Se l’attacco veronese è in magra, quello di Pistoia è Magro. Il lungo biancorosso mette 4 punti in un amen in avvio di secondo periodo che sono intervallati solo dai 3 liberi di Caroti. A prendersi la scena poi per il +10 è Carl Wheatle che emula il suo centro e ne mette quattro. Ramagli costretto al timeout. A comprendere le parole del capo allenatore sembra essere però solo Anderson che gioca alla grande (7 punti e 10 reb in 18′) e tiene in partita i suoi. Il duo a stelle e strisce pistoiese però non vuole rischiare nulla e a pochi secondi dalla sirena riporta la GTG in doppia cifra di vantaggio: 19-29 al 20′.
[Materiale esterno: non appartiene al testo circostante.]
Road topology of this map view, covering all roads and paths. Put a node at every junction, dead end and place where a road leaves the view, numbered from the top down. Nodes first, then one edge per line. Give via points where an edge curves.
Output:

Come si chiude il secondo quarto, così si apre il terzo: Utomi da tre. Spanghero risponde e poi Verona apre un parziale di 10-2 che la riporta sotto di sole cinque lunghezze sul 32-37. Pistoia sente il fiato sul collo e aggiusta la mira da oltre l’arco con Utomi, Della Rosa e due volte con Riismaa. La pioggia di triple biancorossa è interrotta solo da un canestro di Candussi che addolcisce solo il parziale alla mezz’ora: 37-48.
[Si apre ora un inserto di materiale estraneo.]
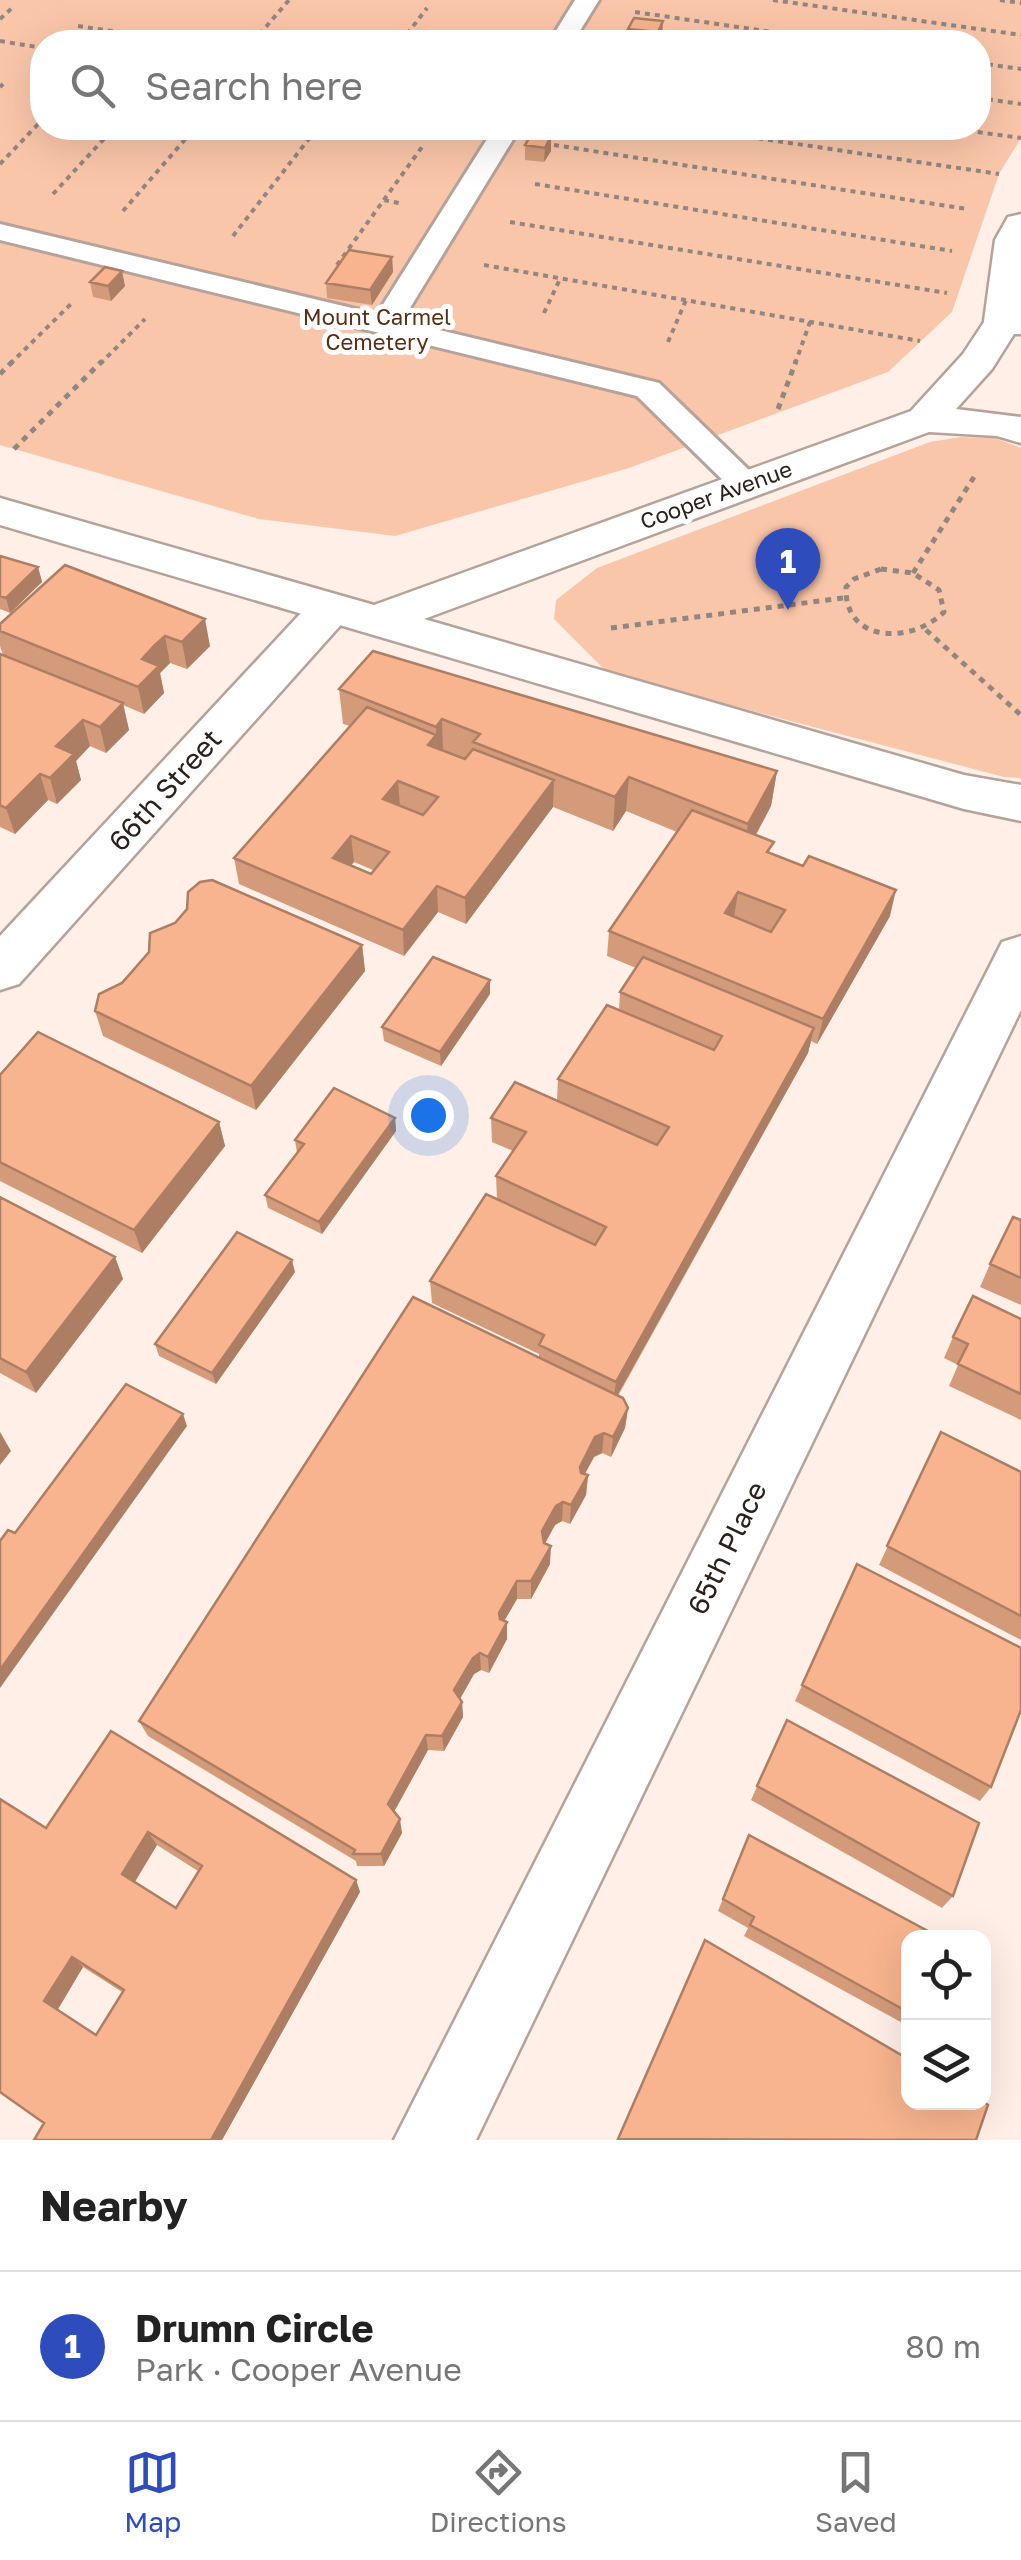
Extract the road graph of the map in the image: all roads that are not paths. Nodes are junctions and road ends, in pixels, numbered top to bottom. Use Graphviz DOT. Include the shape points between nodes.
graph roads {
  1 [pos="586,2"];
  2 [pos="568,30"];
  3 [pos="499,140"];
  4 [pos="1021,225"];
  5 [pos="8,234"];
  6 [pos="1012,322"];
  7 [pos="384,326"];
  8 [pos="925,420"];
  9 [pos="1021,431"];
  10 [pos="745,484"];
  11 [pos="0,511"];
  12 [pos="351,616"];
  13 [pos="1021,803"];
  14 [pos="1021,956"];
  15 [pos="0,970"];
  16 [pos="434,2140"];
  1 -- 2 [label="lane"];
  3 -- 7 [label="lane"];
  4 -- 6 [label="main road" via="1012,240"];
  5 -- 7 [label="lane"];
  6 -- 8 [label="main road, Cooper Avenue"];
  7 -- 10 [label="lane" via="648,389"];
  8 -- 9 [label="main road" via="1004,424"];
  8 -- 10 [label="main road, Cooper Avenue"];
  10 -- 12 [label="main road, Cooper Avenue"];
  11 -- 12 [label="main road"];
  12 -- 13 [label="main road"];
  12 -- 15 [label="main road, 66th Street"];
  14 -- 16 [label="main road, 65th Place"];
}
Non si fa in tempo a mettere piede in campo che Wheatle inchioda una schiacciata da highlights e Ramagli chiama ancora il timeout. I padroni di casa escono alla grande dal minuto e sfruttano il magic moment di Candussi (13 punti nel quarto quarto) che mette tre triple in fila e due liberi di fondamentale importanza. Il vantaggio di Pistoia inizia pian piano a sgretolarsi e sul 59-56 diventa una sfida da tre tra Guido Rosselli e Jazz Johnson che viene vinta dall’americano ma l’italiano risponde con due rimbalzi offensivi di vitale importanza. I due liberi di Caroti segnano il finale: all’AGSM Forum finisce 65-63.